The fact they can't capitalize on the current trainwreck of GitHub speaks volume...

u_fucking_dork · 2026-05-11T22:43:01 1778539381

Brother there’s nothing to capitalize on. They really don’t want an avalanche of free users bringing their shit down too I think.

PunchyHamster · 2026-05-11T22:44:50 1778539490

companies using paid github are in same spot. Tho I'd imagine many already moved over

tokioyoyo · 2026-05-12T03:16:05 1778555765

Most companies signing up to the idea that GitHub will fix their issues, rather than going through operational pain of migration. Everyone that I know jokes about GH downtime, but have zero internal talks about migration. Obviously small data point, but GitLab going this route shows not a lot of people are switching.

Game_Ender · 2026-05-11T23:02:24 1778540544

Unless you pay for enterprise then you are on the Enterprise Cloud Instance: https://us.githubstatus.com/posts/dashboard

Marsymars · 2026-05-11T23:19:02 1778541542

I've never actually seen that status page before, and I'm not clear what it's measuring. My company pays for Enterprise Cloud, and we see all the same downtime as what gets posted to https://www.githubstatus.com/

semiquaver · 2026-05-11T23:52:08 1778543528

That is the ghe.com status page, which it seems like no one actually uses, hence the good uptime. Most Enterprise Cloud customers don’t use it.

https://docs.github.com/en/enterprise-cloud@latest/admin/dat...

everfrustrated · 2026-05-12T16:12:46 1778602366

No the Enterprise Cloud is just the same GitHub.com with the same shitty reliability.

However the newer Enterprise Cloud with Residency (aka on Azure) is a separate partition and has a different reliability domain (still subject to Azures bad reliability so not an entirely compelling offer). This is what you linked.

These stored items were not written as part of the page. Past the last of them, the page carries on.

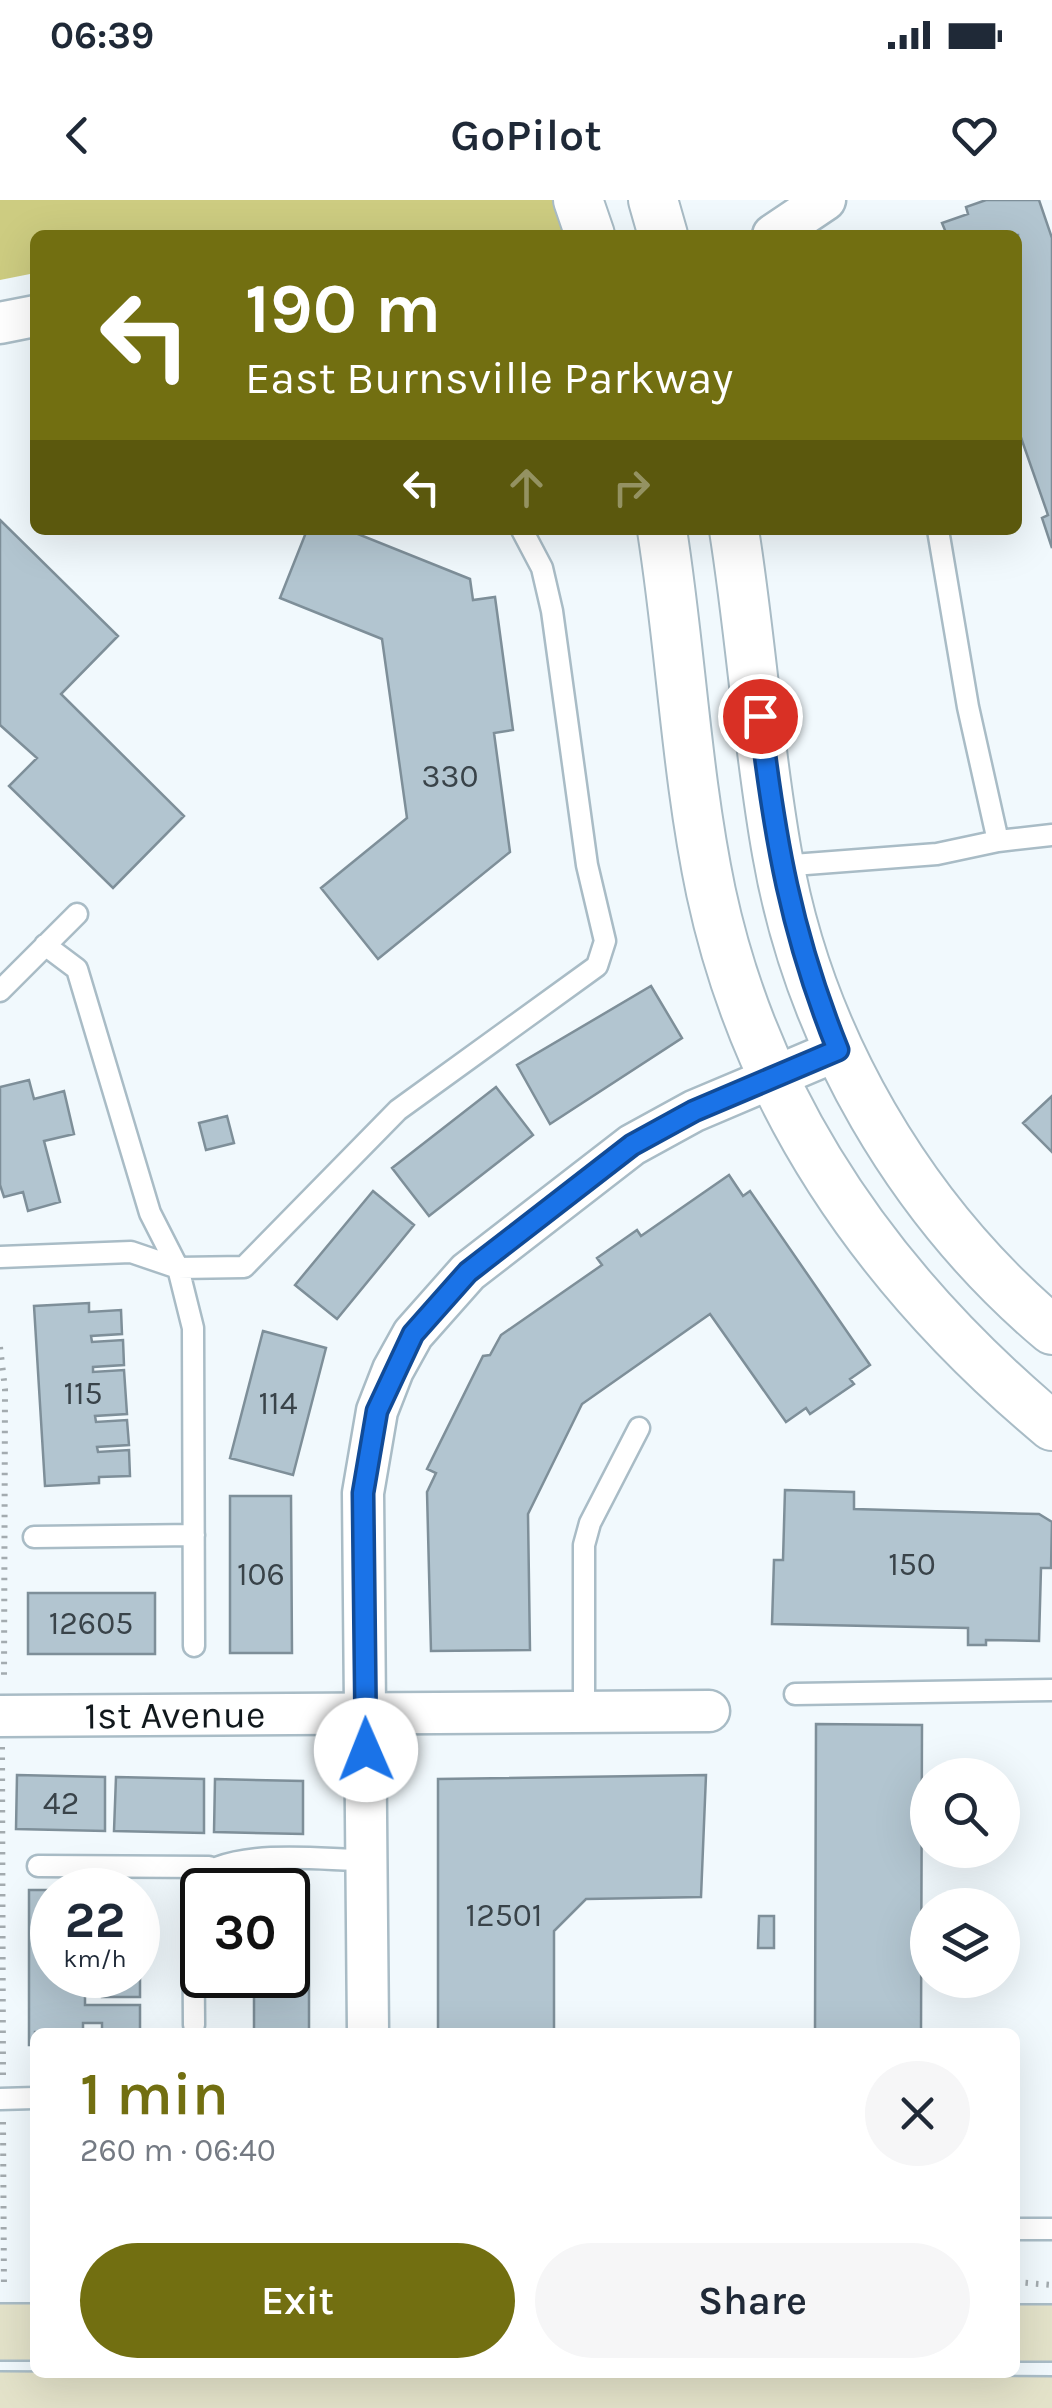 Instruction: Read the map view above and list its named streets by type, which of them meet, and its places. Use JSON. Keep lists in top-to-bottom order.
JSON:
{
  "streets": {
    "street": ["1st Avenue"]
  },
  "house_numbers": [
    "330",
    "115",
    "114",
    "150",
    "106",
    "12605",
    "42",
    "12501"
  ],
  "page": {
    "status": "06:39",
    "header": "GoPilot",
    "turn": ["190 m", "East Burnsville Parkway"],
    "speed": "22 km/h",
    "limit": "30",
    "heading": ["1 min", "260 m · 06:40"],
    "buttons": ["Exit", "Share"]
  }
} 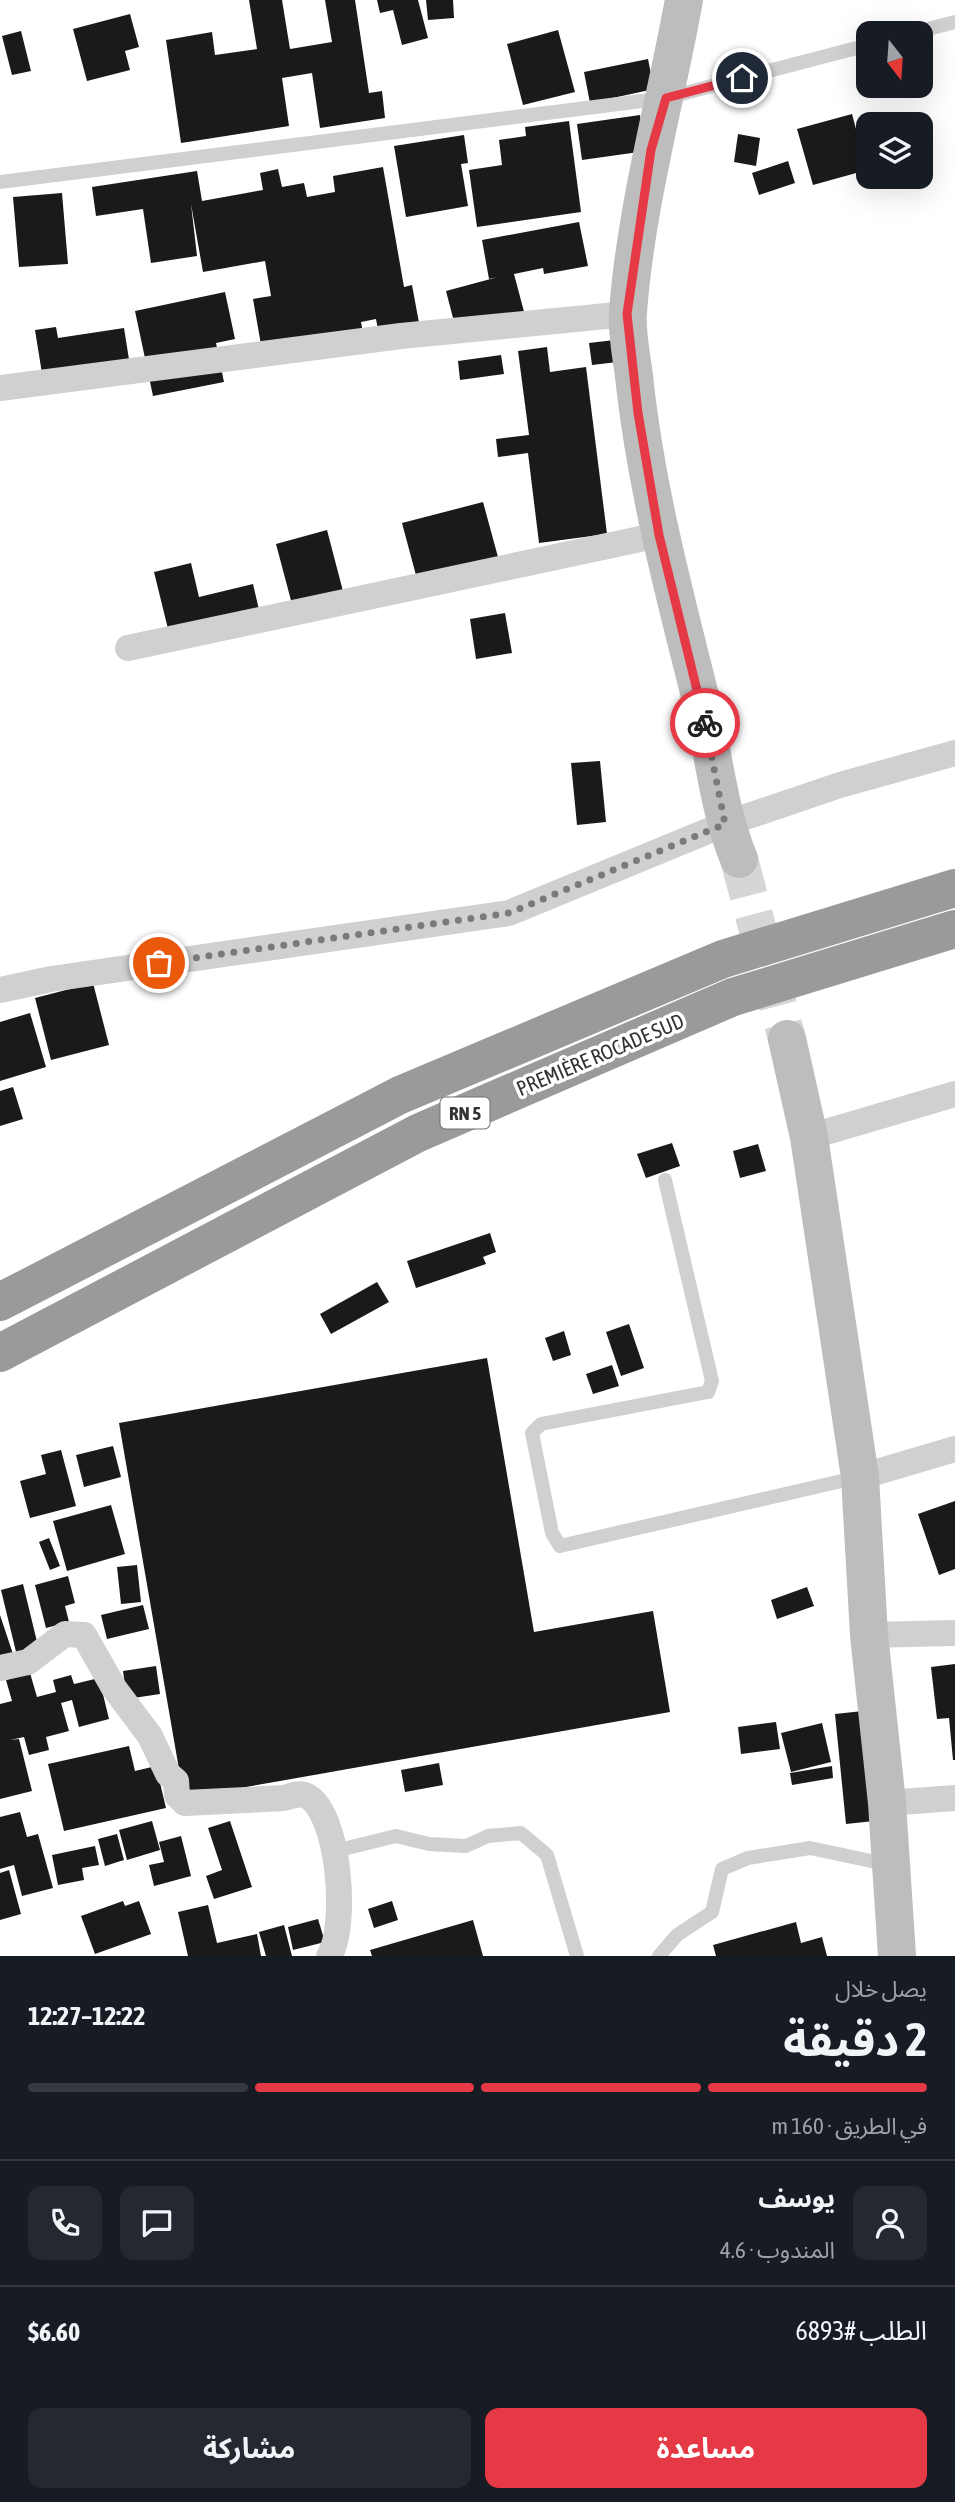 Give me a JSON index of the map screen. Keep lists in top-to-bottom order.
{
  "streets": {
    "highway": ["PREMIÈRE ROCADE SUD", "RN 5"]
  },
  "north": "bottom",
  "page": {
    "heading": ["2 دقيقة", "يصل خلال", "12:22–12:27"],
    "panel": [
      "يوسف",
      "المندوب · 4.6",
      "الطلب #6893",
      "$6.60"
    ],
    "bar": "في الطريق · 160 m",
    "buttons": ["مساعدة", "مشاركة"]
  }
} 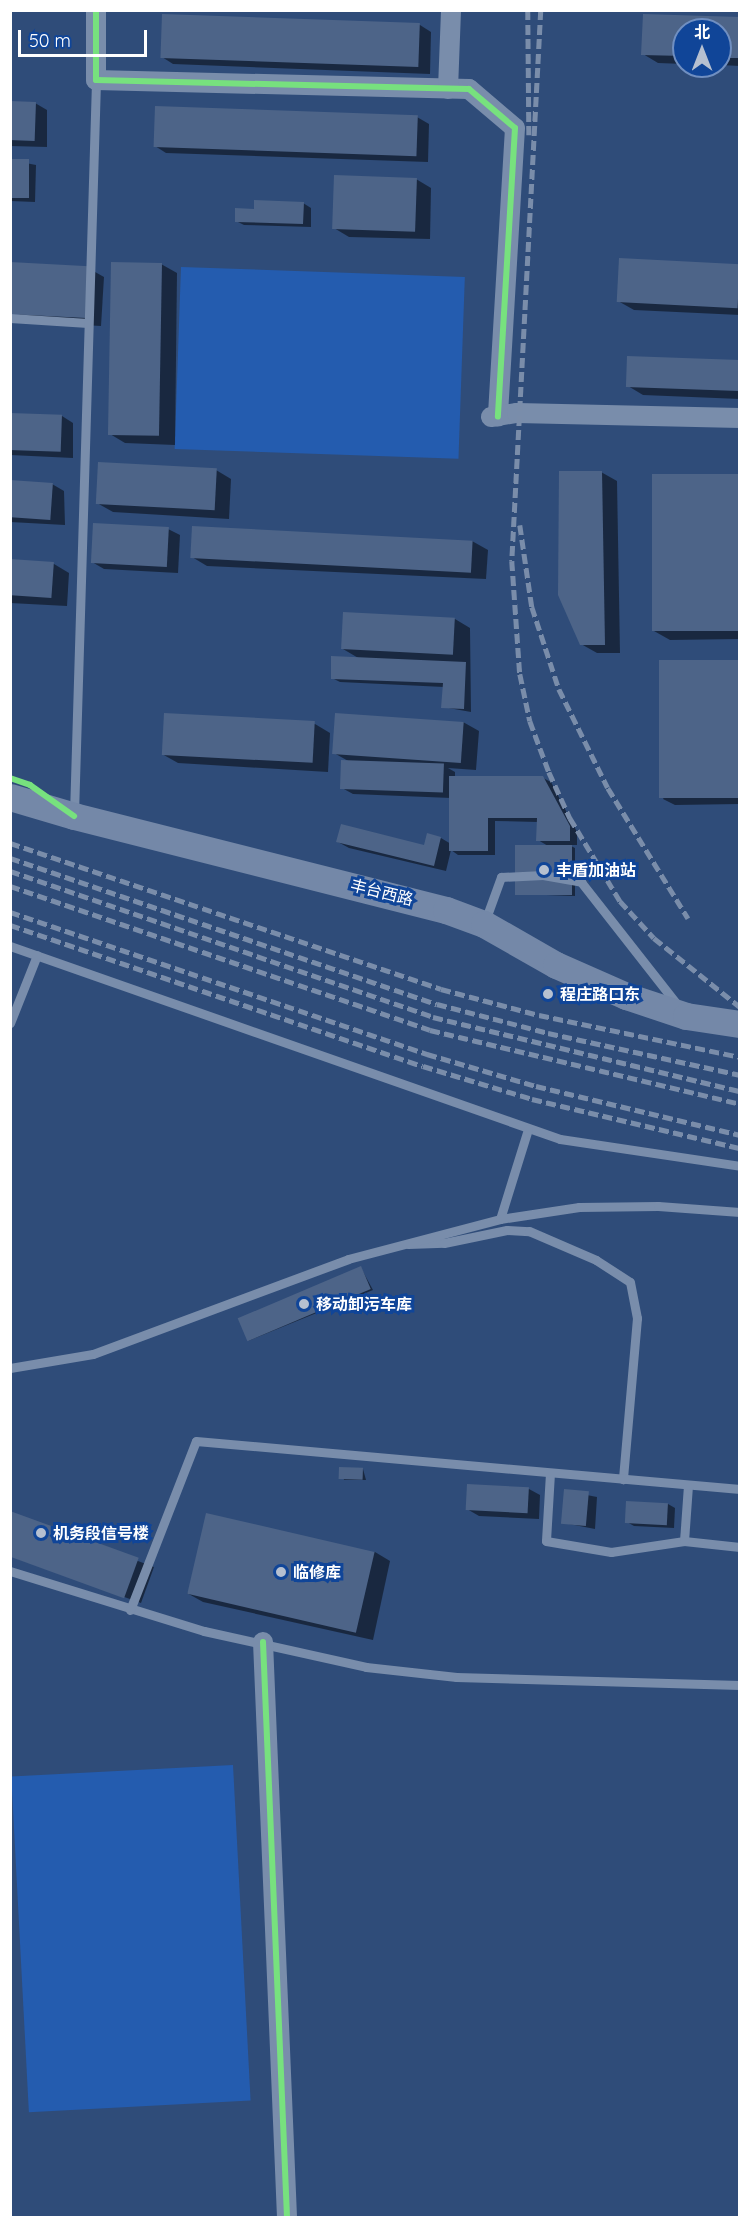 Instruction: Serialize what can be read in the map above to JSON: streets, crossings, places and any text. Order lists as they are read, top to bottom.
{
  "streets": {
    "main road": ["丰台西路"]
  },
  "places": [
    "丰盾加油站",
    "程庄路口东",
    "移动卸污车库",
    "机务段信号楼",
    "临修库"
  ],
  "scale_bar": "50 m",
  "north": "top"
} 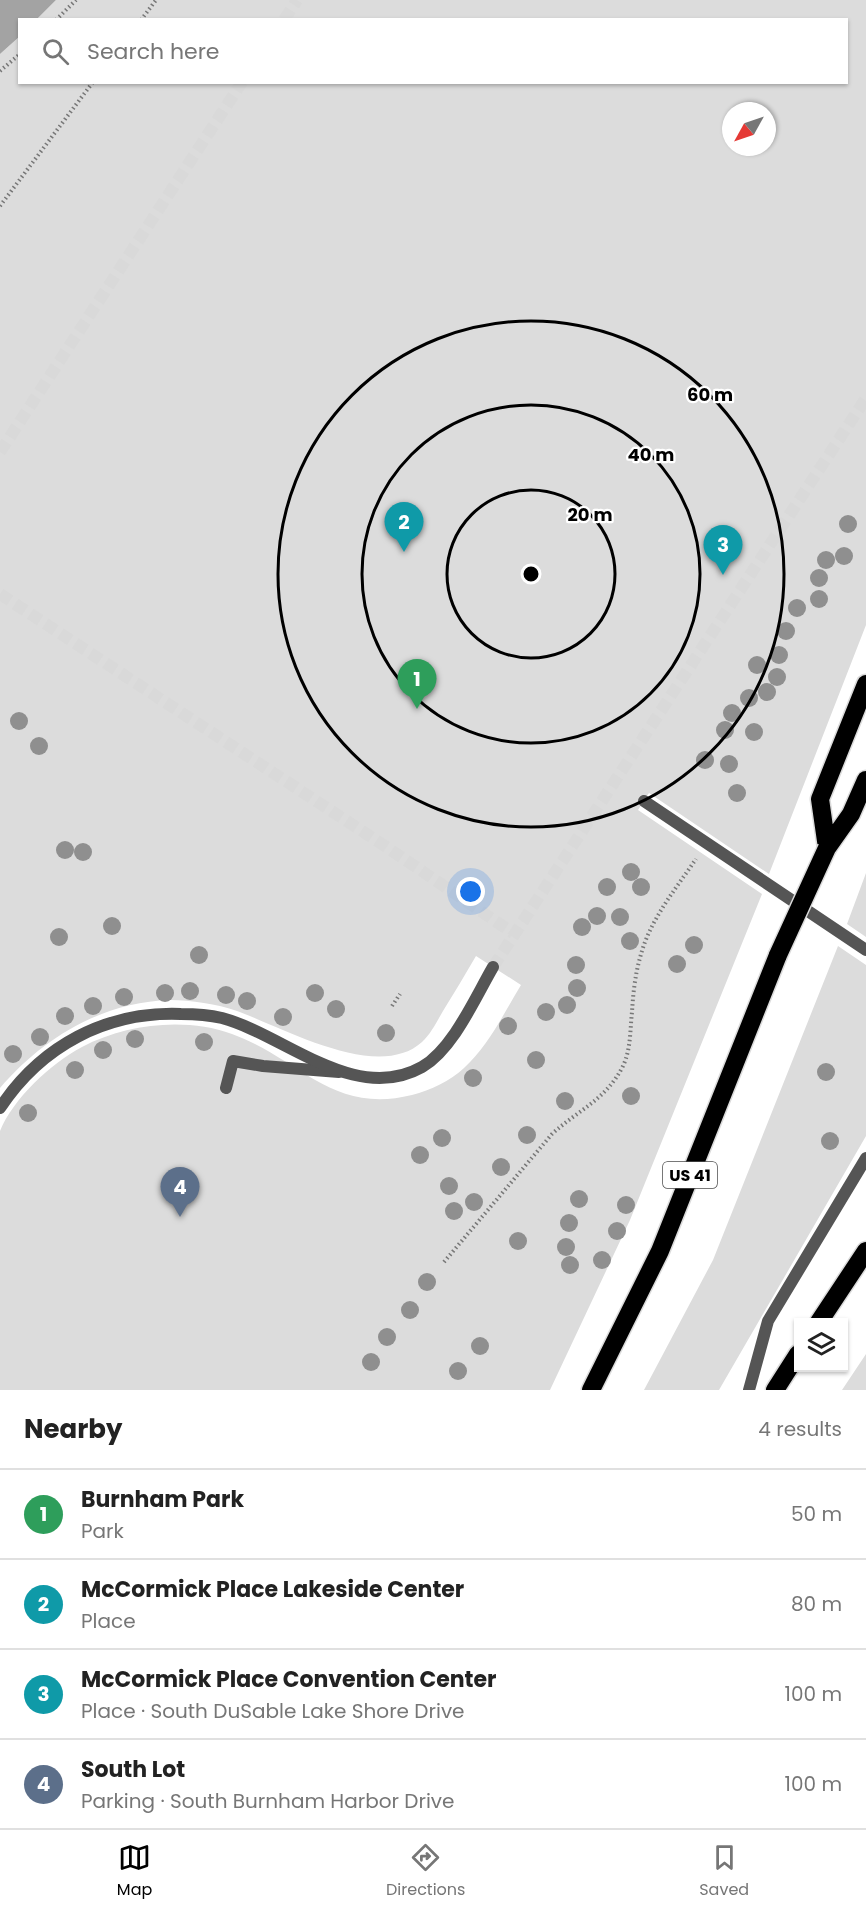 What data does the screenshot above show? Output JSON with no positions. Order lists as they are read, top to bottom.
{
  "streets": {
    "highway": ["US 41"]
  },
  "north": "bottom left",
  "page": {
    "search": "Search here",
    "pins": [
      "2",
      "3",
      "1",
      "4"
    ],
    "heading": ["Nearby", "4 results"],
    "list": [
      {
        "mark": "1",
        "name": "Burnham Park",
        "note": "Park",
        "value": "50 m"
      },
      {
        "mark": "2",
        "name": "McCormick Place Lakeside Center",
        "note": "Place",
        "value": "80 m"
      },
      {
        "mark": "3",
        "name": "McCormick Place Convention Center",
        "note": "Place · South DuSable Lake Shore Drive",
        "value": "100 m"
      },
      {
        "mark": "4",
        "name": "South Lot",
        "note": "Parking · South Burnham Harbor Drive",
        "value": "100 m"
      }
    ],
    "nav": ["Map", "Directions", "Saved"]
  },
  "rings": ["60 m", "40 m", "20 m"]
}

KaiserPro · 2026-05-12T08:54:07 1778576047

Gitlab used to be about as reliable as github. (ignoring the security oopses they used to have)

They simply don't have (or didnt) the skills to scale. THey were talking about using ceph to run things (which gives you an idea about how green their infra team was)

darkwater · 2026-05-12T10:36:07 1778582167

Are you implying they should create more in-house solutions, or that specifically Ceph is not a good solution and there is some other 3rd party solution that could be used instead?

oblio · 2026-05-12T09:38:35 1778578715

What's wrong with Ceph?

KaiserPro · 2026-05-12T10:51:18 1778583078

Whats right with it?

Its slow, large, excessively complex and not that resilient to failure.

You either want a bunch of NFS machines backed on to ZFS on nvme, with a central jumping off point that allows sharding (this is critical to allow one or more NFS server to fuck up and not kill access to everything else.)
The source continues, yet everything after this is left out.